OOS 5-4 - An energetic approach to variation in leaf and microbial functional traits across climate gradients

Monday, August 7, 2017: 2:30 PM
Portland Blrm 258, Oregon Convention Center
Sean T. Michaletz1,2, Vanessa R. Buzzard3, Ye Deng4, Zhili He5, Daliang Ning6, Lina Shen7, Qichao Tu5, Michael D. Weiser8, Michael Kaspari8, Jizhong Zhou5, Robert B. Waide9 and Brian J. Enquist10, (1)Earth and Environmental Sciences Division, Los Alamos National Laboratory, Los Alamos, NM, (2)Department of Ecology and Evolutionary Biology, University of Arizona, Tucson, AZ, (3)University of Arizona, Tucson, AZ, (4)Research Center for Eco-Environmental Sciences, Chinese Academy of Sciences, Beijing, China, (5)Institute for Environmental Genomics and Department of Microbiology and Plant Biology, University of Oklahoma, Norman, OK, (6)Consolidated Core Laboratory, The University of Oklahoma, Norman, OK, (7)University of Oklahoma, Norman, OK, (8)Department of Biology, University of Oklahoma, Norman, OK, (9)Biology, University of New Mexico, Albuquerque, NM, (10)Ecology and Evolutionary Biology, University of Arizona, Tucson, AZ

The rise of trait-based ecology has led to an increased focus on the distribution and dynamics of traits across broad geographic and climatic gradients. A central focus is how the trait composition of plant communities influences ecosystem function. However, a general theory of trait-based ecology that applies across scales and geographic and climatic gradients has yet to be formulated. A key challenge for predicting ecosystem functioning is linking shifts in climate, plant functional composition, and soil microbial diversity and functioning. Variation in leaf functional traits across climate gradients may originate from natural selection to maintain leaf temperatures near metabolic optima and increase growth efficiencies to compensate for variation in temperature. Under this hypothesis, climate drives variation in functional traits of leaves and the microbes that consume them. In this talk, we integrate several separate theories including the adaptive trait continuum hypothesis, trait-drivers theory, and energy budget theory to generate novel predictions for the links between climate, leaf functional traits, and microbial functional traits.

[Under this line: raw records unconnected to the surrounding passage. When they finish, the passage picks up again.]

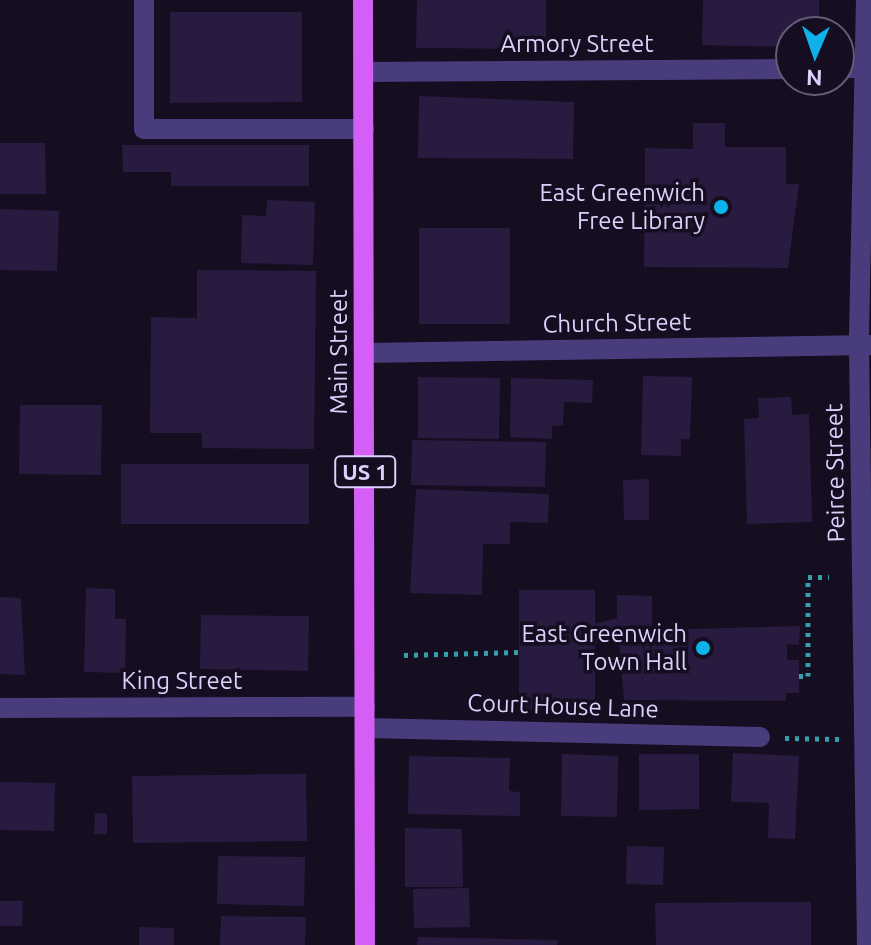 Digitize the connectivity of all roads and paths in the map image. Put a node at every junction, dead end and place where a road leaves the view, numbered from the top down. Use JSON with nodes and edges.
{"nodes":[{"id":1,"x":144,"y":0,"type":"edge"},
{"id":2,"x":363,"y":0,"type":"edge"},
{"id":3,"x":866,"y":0,"type":"edge"},
{"id":4,"x":855,"y":68,"type":"edge"},
{"id":5,"x":864,"y":68,"type":"junction"},
{"id":6,"x":775,"y":69,"type":"edge"},
{"id":7,"x":363,"y":72,"type":"junction"},
{"id":8,"x":364,"y":129,"type":"junction"},
{"id":9,"x":865,"y":345,"type":"edge"},
{"id":10,"x":364,"y":353,"type":"junction"},
{"id":11,"x":829,"y":577,"type":"dead end"},
{"id":12,"x":519,"y":652,"type":"dead end"},
{"id":13,"x":404,"y":655,"type":"dead end"},
{"id":14,"x":799,"y":676,"type":"dead end"},
{"id":15,"x":365,"y":707,"type":"junction"},
{"id":16,"x":0,"y":708,"type":"edge"},
{"id":17,"x":868,"y":717,"type":"edge"},
{"id":18,"x":365,"y":728,"type":"junction"},
{"id":19,"x":760,"y":737,"type":"joint"},
{"id":20,"x":866,"y":740,"type":"junction"},
{"id":21,"x":365,"y":945,"type":"edge"},
{"id":22,"x":867,"y":945,"type":"edge"}],
"edges":[{"from":1,"to":8,"type":"street"},
{"from":2,"to":7,"type":"main road","name":"Main Street","number":"US 1"},
{"from":3,"to":5,"type":"street","name":"Peirce Street"},
{"from":4,"to":5,"type":"street"},
{"from":5,"to":9,"type":"street","name":"Peirce Street"},
{"from":6,"to":7,"type":"street","name":"Armory Street"},
{"from":7,"to":8,"type":"main road","name":"Main Street","number":"US 1"},
{"from":8,"to":10,"type":"main road","name":"Main Street","number":"US 1"},
{"from":9,"to":10,"type":"street","name":"Church Street"},
{"from":9,"to":17,"type":"street","name":"Peirce Street"},
{"from":10,"to":15,"type":"main road","name":"Main Street","number":"US 1"},
{"from":11,"to":14,"type":"path"},
{"from":12,"to":13,"type":"path"},
{"from":15,"to":16,"type":"street","name":"King Street"},
{"from":15,"to":18,"type":"main road","name":"Main Street","number":"US 1"},
{"from":17,"to":20,"type":"street","name":"Peirce Street"},
{"from":18,"to":19,"type":"street","name":"Court House Lane"},
{"from":18,"to":21,"type":"main road","name":"Main Street","number":"US 1"},
{"from":19,"to":20,"type":"path"},
{"from":20,"to":22,"type":"street","name":"Peirce Street"}]} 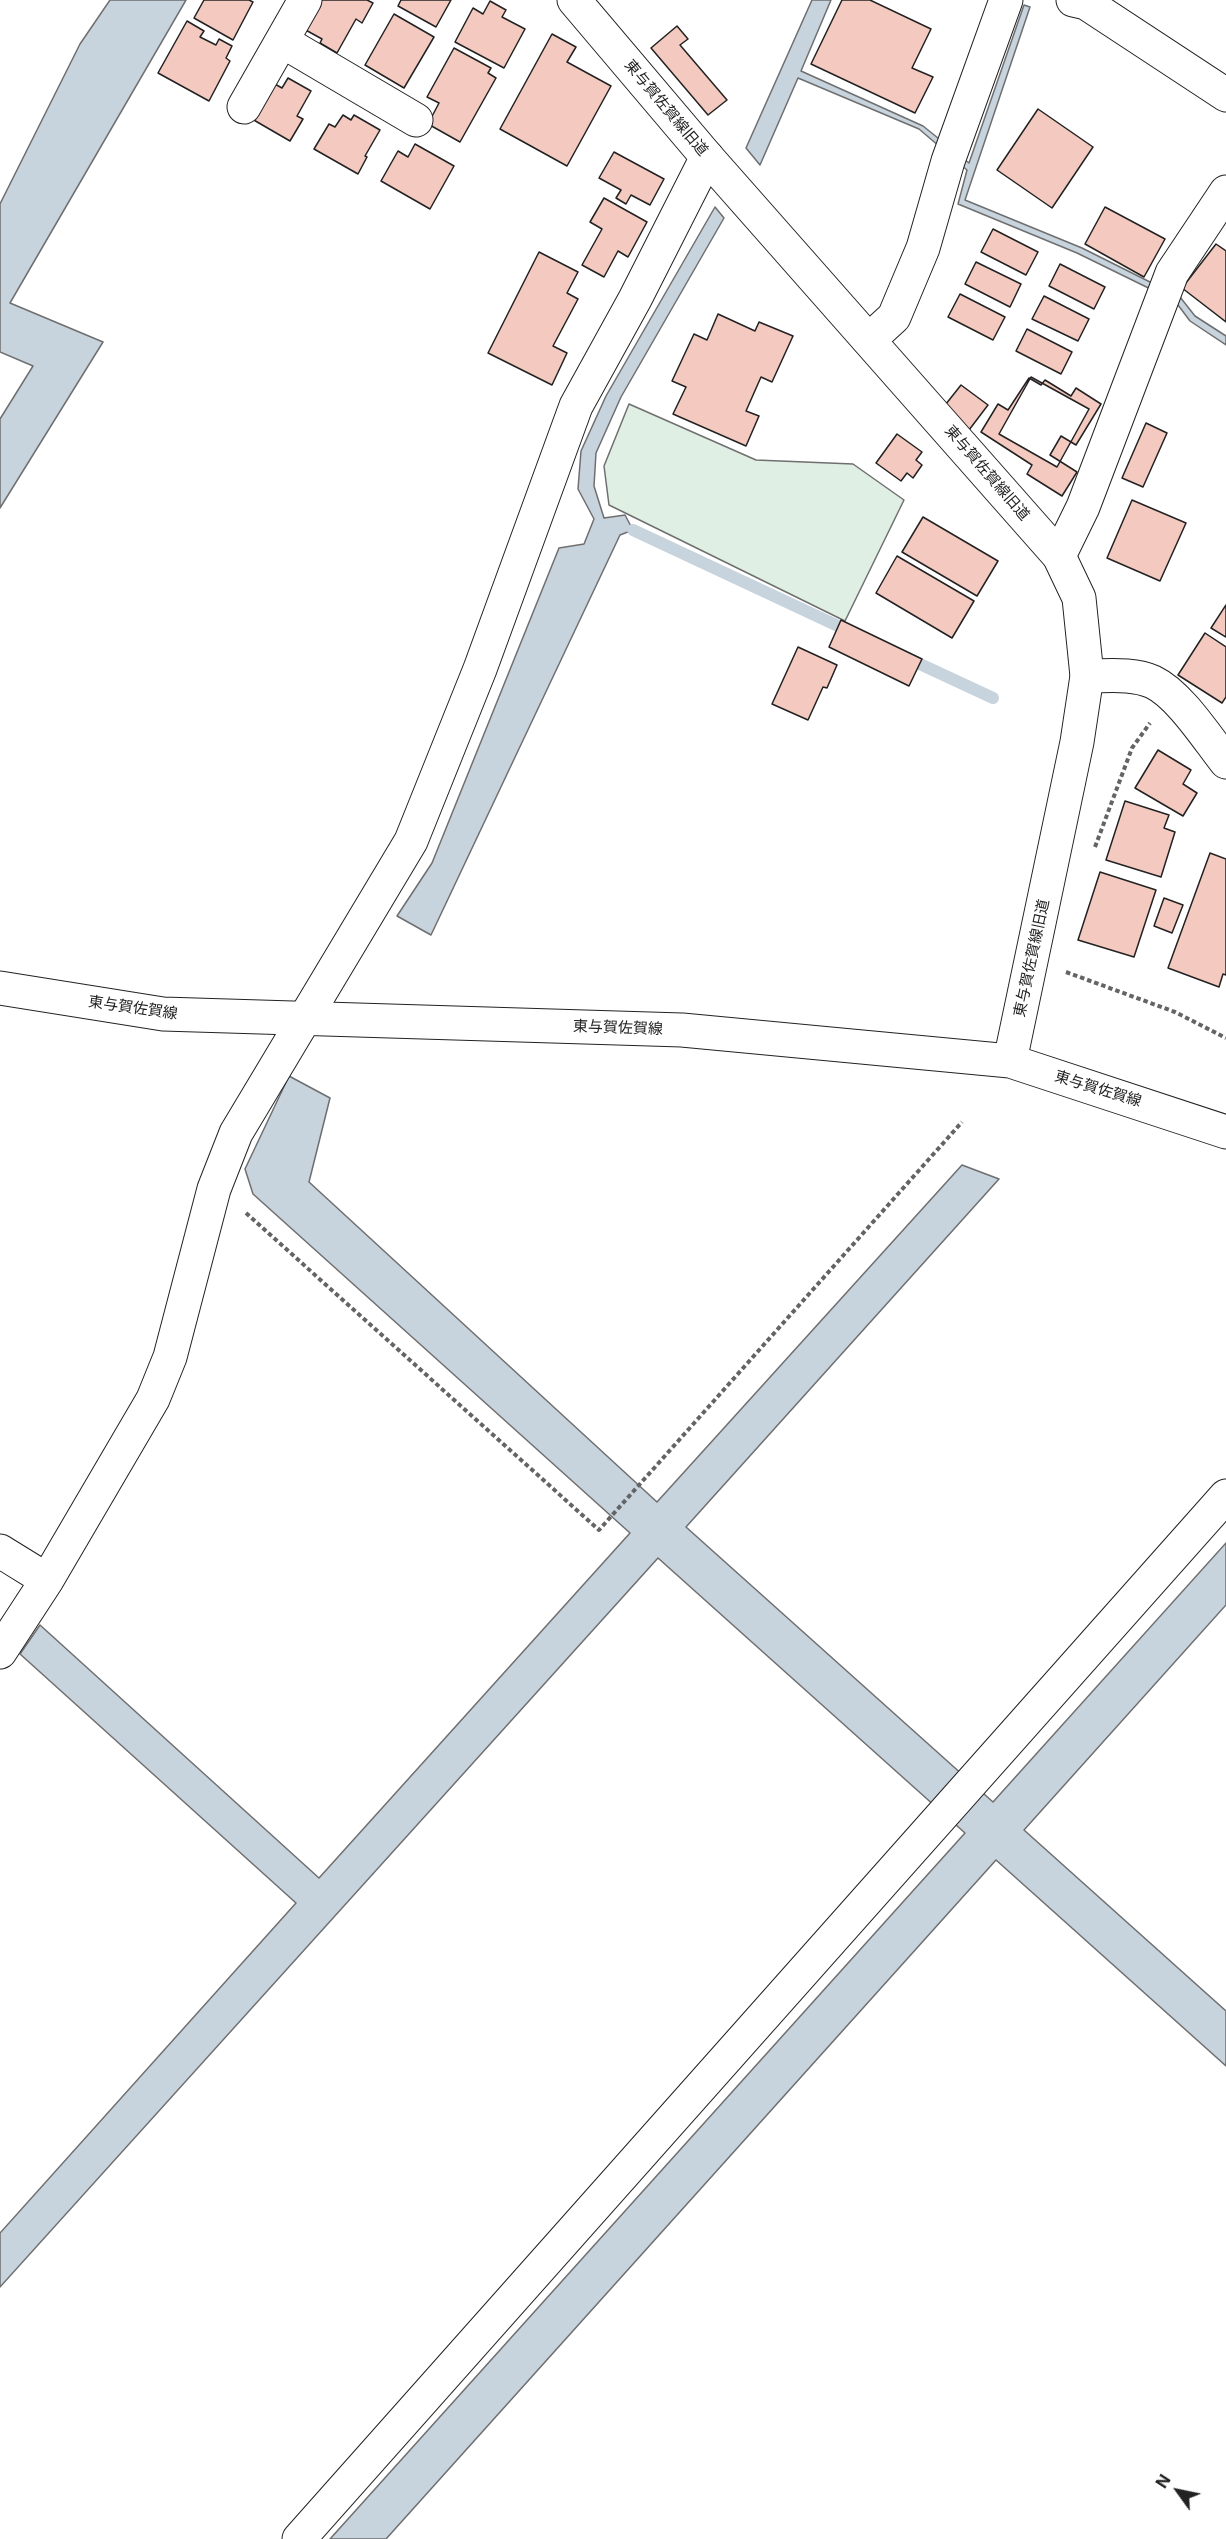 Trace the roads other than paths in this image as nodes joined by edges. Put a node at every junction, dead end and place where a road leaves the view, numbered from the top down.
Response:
1 (305, 0) edge
2 (574, 0) edge
3 (1006, 0) edge
4 (1073, 0) edge
5 (282, 41) junction
6 (1226, 94) edge
7 (244, 107) dead end
8 (416, 120) dead end
9 (707, 157) junction
10 (1226, 192) edge
11 (869, 340) junction
12 (1059, 555) junction
13 (1087, 676) junction
14 (1226, 762) edge
15 (0, 988) edge
16 (304, 1019) junction
17 (1010, 1061) junction
18 (1226, 1132) edge
19 (1226, 1496) edge
20 (0, 1551) edge
21 (47, 1580) junction
22 (0, 1652) edge
23 (299, 2539) edge

1 - 5 street
2 - 9 street, 東与賀佐賀線旧道
3 - 11 street
4 - 6 street
5 - 7 street
5 - 8 street
9 - 11 street, 東与賀佐賀線旧道
9 - 16 street
10 - 12 street
11 - 12 street, 東与賀佐賀線旧道
12 - 13 street, 東与賀佐賀線旧道
13 - 14 street
13 - 17 street, 東与賀佐賀線旧道
15 - 16 street, 東与賀佐賀線
16 - 17 street, 東与賀佐賀線
16 - 21 street
17 - 18 street, 東与賀佐賀線
19 - 23 street
20 - 21 street
21 - 22 street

Our results show that leaf and microbial traits are strongly correlated with climate and with each other. These coordinated shifts in function are important, as previous studies have shown that plant and microbial diversity are differentially influenced by climate. Our theory predicts that shifts in climate will drive variation in a suite of leaf traits in order to maintain leaf operating temperatures and maximize net carbon assimilation and whole-plant growth rates. These predictions appear to be supported by globally distributed data for leaf thermal and photosynthetic traits. Our results demonstrate that the temperatures of plant tissues drive shifts in plant functional traits across broad climate gradients and that these shifts in plant function ramify to influence microbial communities.